The DolphinBot robot performs American Petroleum Institute API 653 inspections of petrochemical aboveground storage tanks (ASTs) while the tank is "in-service" and full of oil so you don't have to put people inside the tank. Intrinsically safe means the robot can't cause an explosion and is the safest type of technology that you can use.
According to the 80/20 rule, and operating experience, only about 20% of ASTs are problem tanks that may need repairs after 10 years of service. The other 80% of tanks should be inspected robotically.
The DolphinBot is a non-tethered "swimmer" (not vulnerable to getting stuck inside the tank) that uses a sensor module that can be raised and lowered to take ultrasonic sound thickness measurements of the steel floor.
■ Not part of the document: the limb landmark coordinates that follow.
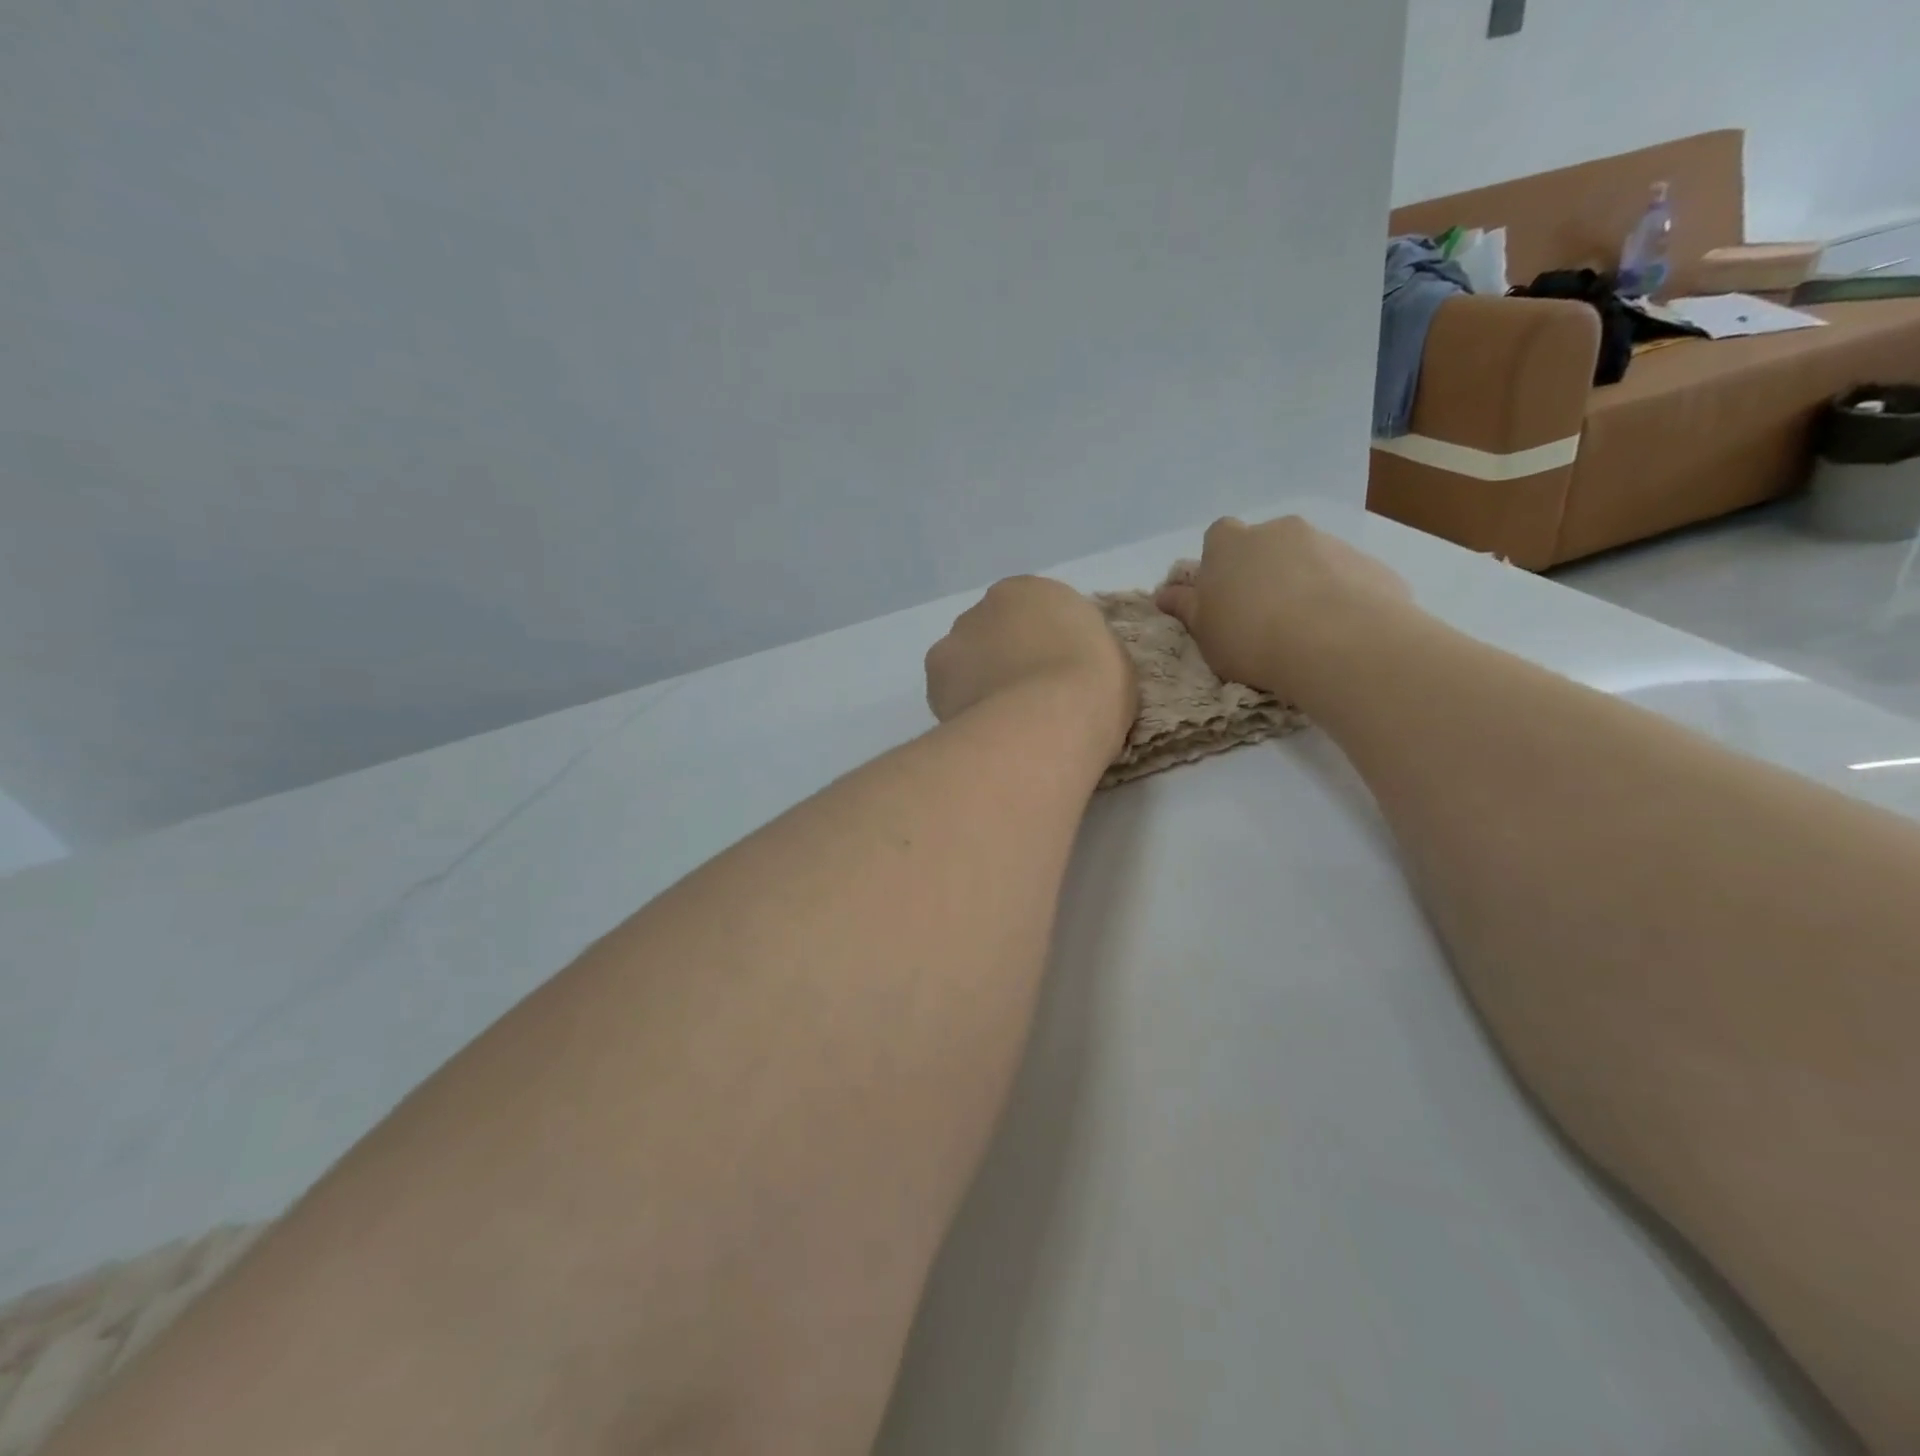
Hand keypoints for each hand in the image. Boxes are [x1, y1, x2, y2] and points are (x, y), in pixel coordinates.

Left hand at [926, 576, 1135, 757]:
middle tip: (1025, 701)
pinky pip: (948, 690)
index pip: (1034, 613)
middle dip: (1004, 660)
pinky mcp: (934, 674)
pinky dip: (960, 706)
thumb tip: (1063, 669)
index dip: (1042, 647)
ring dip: (977, 682)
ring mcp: (956, 637)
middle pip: (993, 632)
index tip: (1053, 677)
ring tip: (1001, 722)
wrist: (1049, 717)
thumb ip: (1079, 652)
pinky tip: (980, 730)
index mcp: (1035, 591)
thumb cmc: (1094, 684)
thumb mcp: (1109, 658)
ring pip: (965, 660)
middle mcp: (988, 604)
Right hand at [1155, 516, 1410, 697]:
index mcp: (1230, 544)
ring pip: (1309, 559)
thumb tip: (1164, 593)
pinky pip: (1346, 578)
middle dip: (1265, 571)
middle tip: (1263, 616)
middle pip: (1266, 545)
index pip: (1218, 537)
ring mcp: (1328, 542)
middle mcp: (1279, 530)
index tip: (1224, 595)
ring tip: (1305, 631)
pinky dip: (1340, 597)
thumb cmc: (1251, 636)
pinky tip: (1339, 633)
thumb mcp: (1204, 631)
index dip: (1220, 564)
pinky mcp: (1368, 564)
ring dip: (1304, 583)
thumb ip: (1186, 608)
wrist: (1337, 642)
The DolphinBot also uses cameras for visual inspection, detects settlement issues (ring wall, bird baths, and donuts), standing water and general corrosion areas, and can examine in and around piping, sumps, columns, and other obstructions. Inspection data is encrypted and sent by radio frequency to "Mission Control" in Houston, TX for analysis and storage on the cloud.
INTREPID Robotics developed its technology through license agreements on issued patents with the U.S. Department of Energy and NASA. During research and development, and while building and testing a minimum viable prototype (MVP) of the DolphinBot robot, we discovered important new technology.
We filed our own patents pending portfolio for intrinsically safe robotic inspection protocols (ISRIP), tank simultaneous localization and mapping (TSLAM), radio frequency communication, command, and control (RFCCC), and autonomous tank geometry navigation (ATGN), among others.
Our technology provides for the safest and least costly way to ensure tank integrity. The DolphinBot can locate 100% of leaks with acoustic emission. The repair robot is capable of fixing most leaks while the tank is still in-service and full of product.
Typically, the DolphinBot takes random sample thickness measurements over at least 4% of the floor with most of the readings around the annular ring--the "critical zone"--where the wall meets the floor. Monte Carlo simulation, and real world experience during initial research and development at the DOE's Idaho National Lab, shows a 99% correlation coefficient with conventional out-of-service inspections. Plus, we will know for sure if the tank is leaking!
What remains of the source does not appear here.